DATASET CONTENT -
——

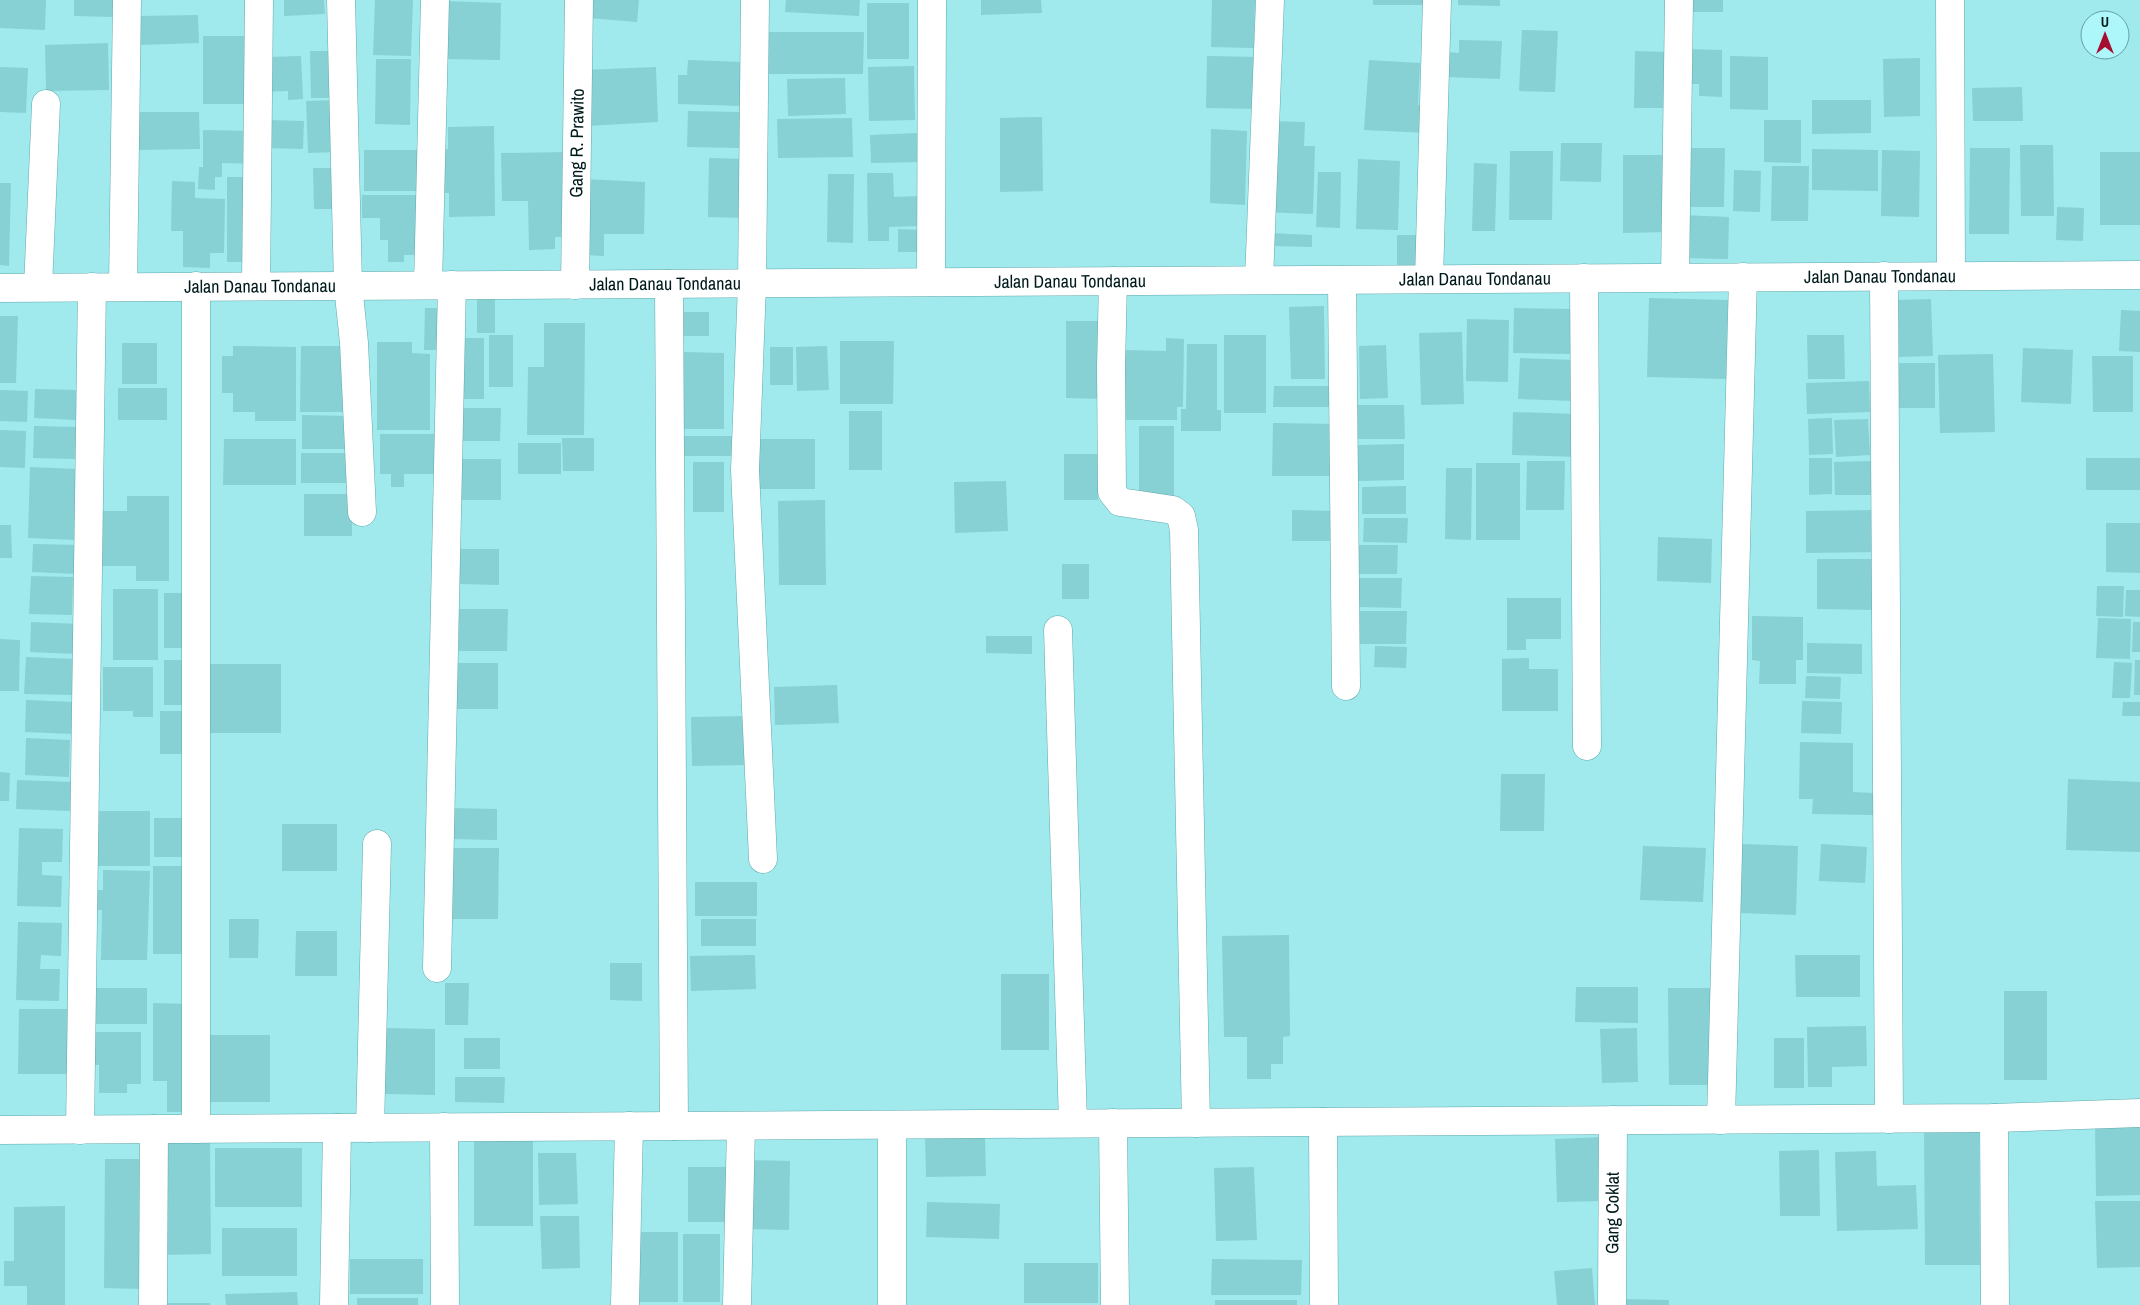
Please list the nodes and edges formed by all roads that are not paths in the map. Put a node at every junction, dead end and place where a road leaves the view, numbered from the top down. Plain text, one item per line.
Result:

——

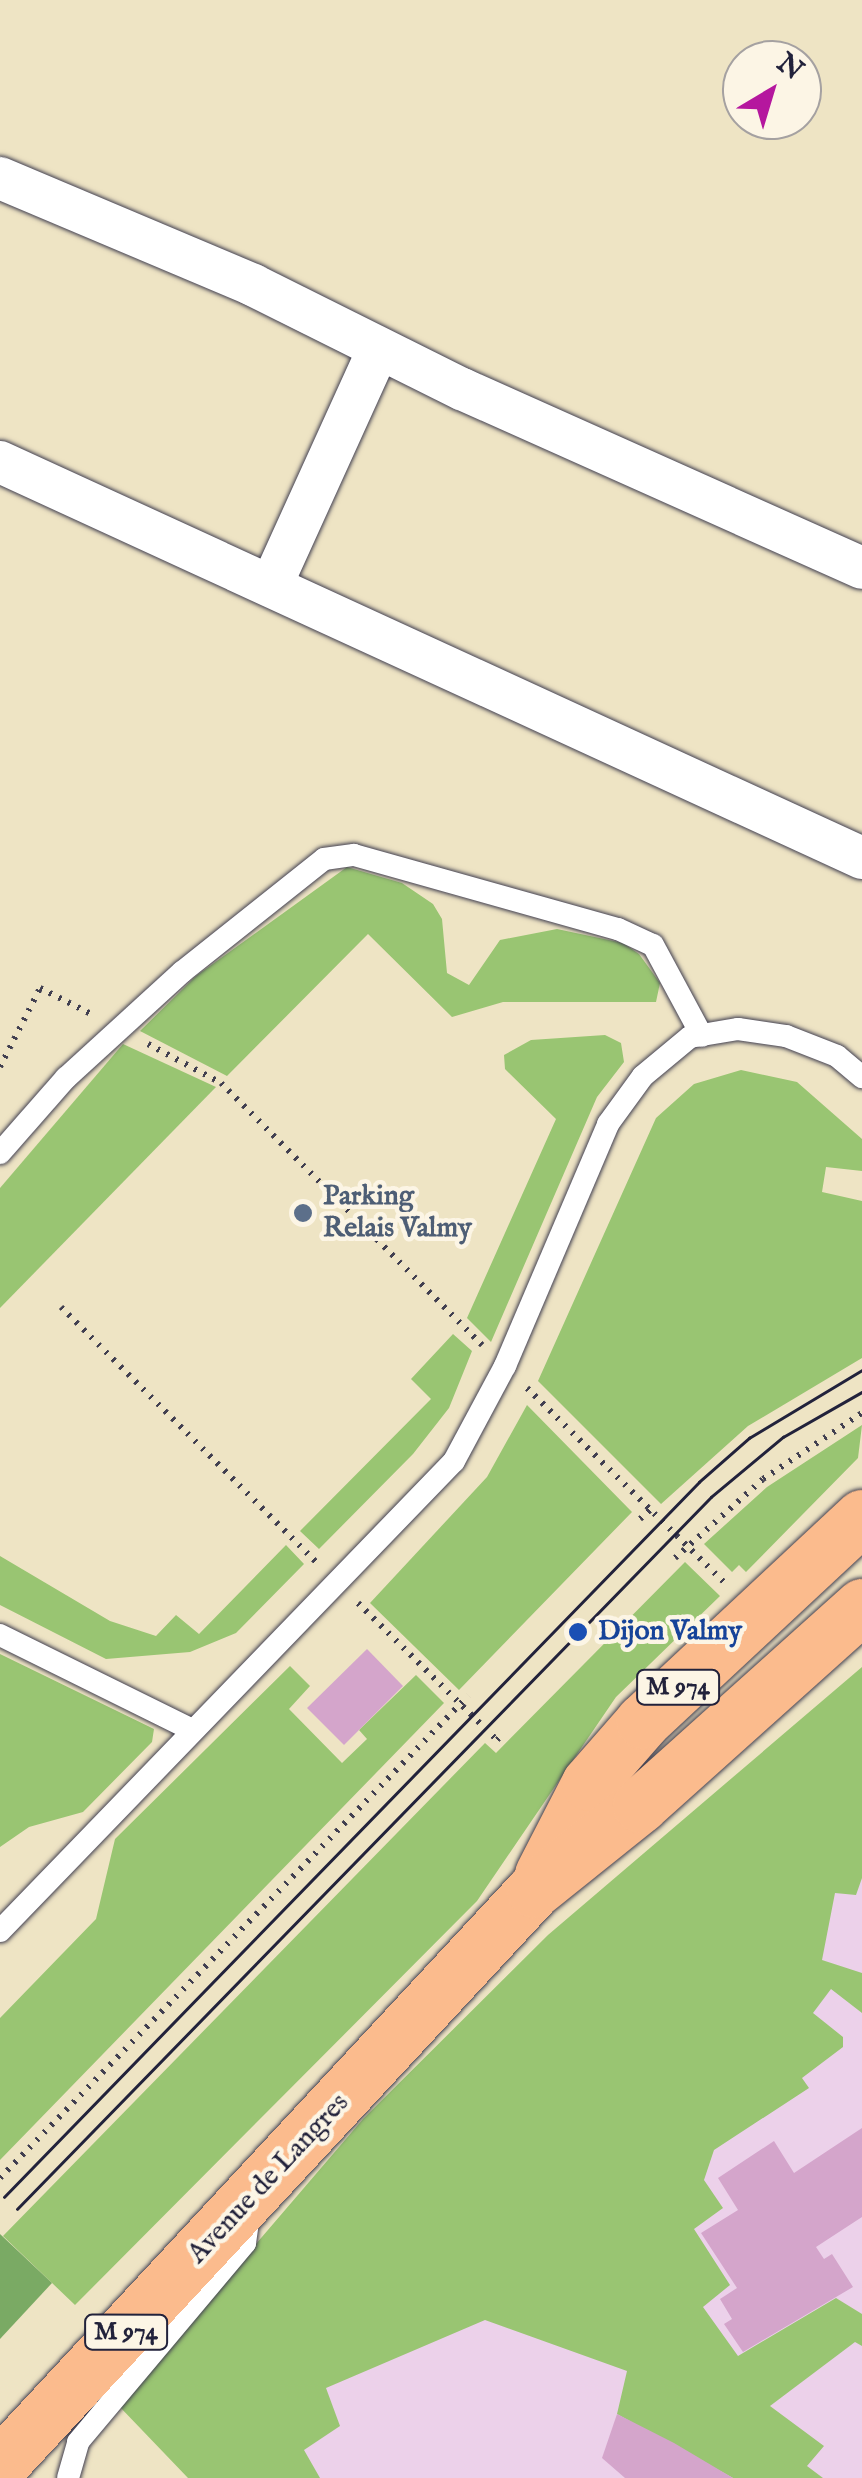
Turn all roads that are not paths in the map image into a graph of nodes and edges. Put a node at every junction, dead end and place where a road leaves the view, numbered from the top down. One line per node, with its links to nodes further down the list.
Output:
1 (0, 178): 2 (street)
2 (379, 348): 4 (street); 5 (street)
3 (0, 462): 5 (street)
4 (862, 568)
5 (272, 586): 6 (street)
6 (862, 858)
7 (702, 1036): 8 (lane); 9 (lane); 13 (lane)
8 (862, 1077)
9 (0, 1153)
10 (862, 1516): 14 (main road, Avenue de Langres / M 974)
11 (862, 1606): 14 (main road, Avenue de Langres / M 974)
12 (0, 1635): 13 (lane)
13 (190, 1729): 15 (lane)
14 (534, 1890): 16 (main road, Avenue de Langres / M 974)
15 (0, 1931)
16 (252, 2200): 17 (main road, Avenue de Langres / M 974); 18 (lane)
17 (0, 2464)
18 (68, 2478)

——

WHAT IS NEEDED -
If a line in the data above includes the string "dead", copy it.

RESULT FOR THIS EXERCISE -
Please list the nodes and edges formed by all roads that are not paths in the map. Put a node at every junction, dead end and place where a road leaves the view, numbered from the top down. Plain text, one item per line.
Turn all roads that are not paths in the map image into a graph of nodes and edges. Put a node at every junction, dead end and place where a road leaves the view, numbered from the top down. One line per node, with its links to nodes further down the list.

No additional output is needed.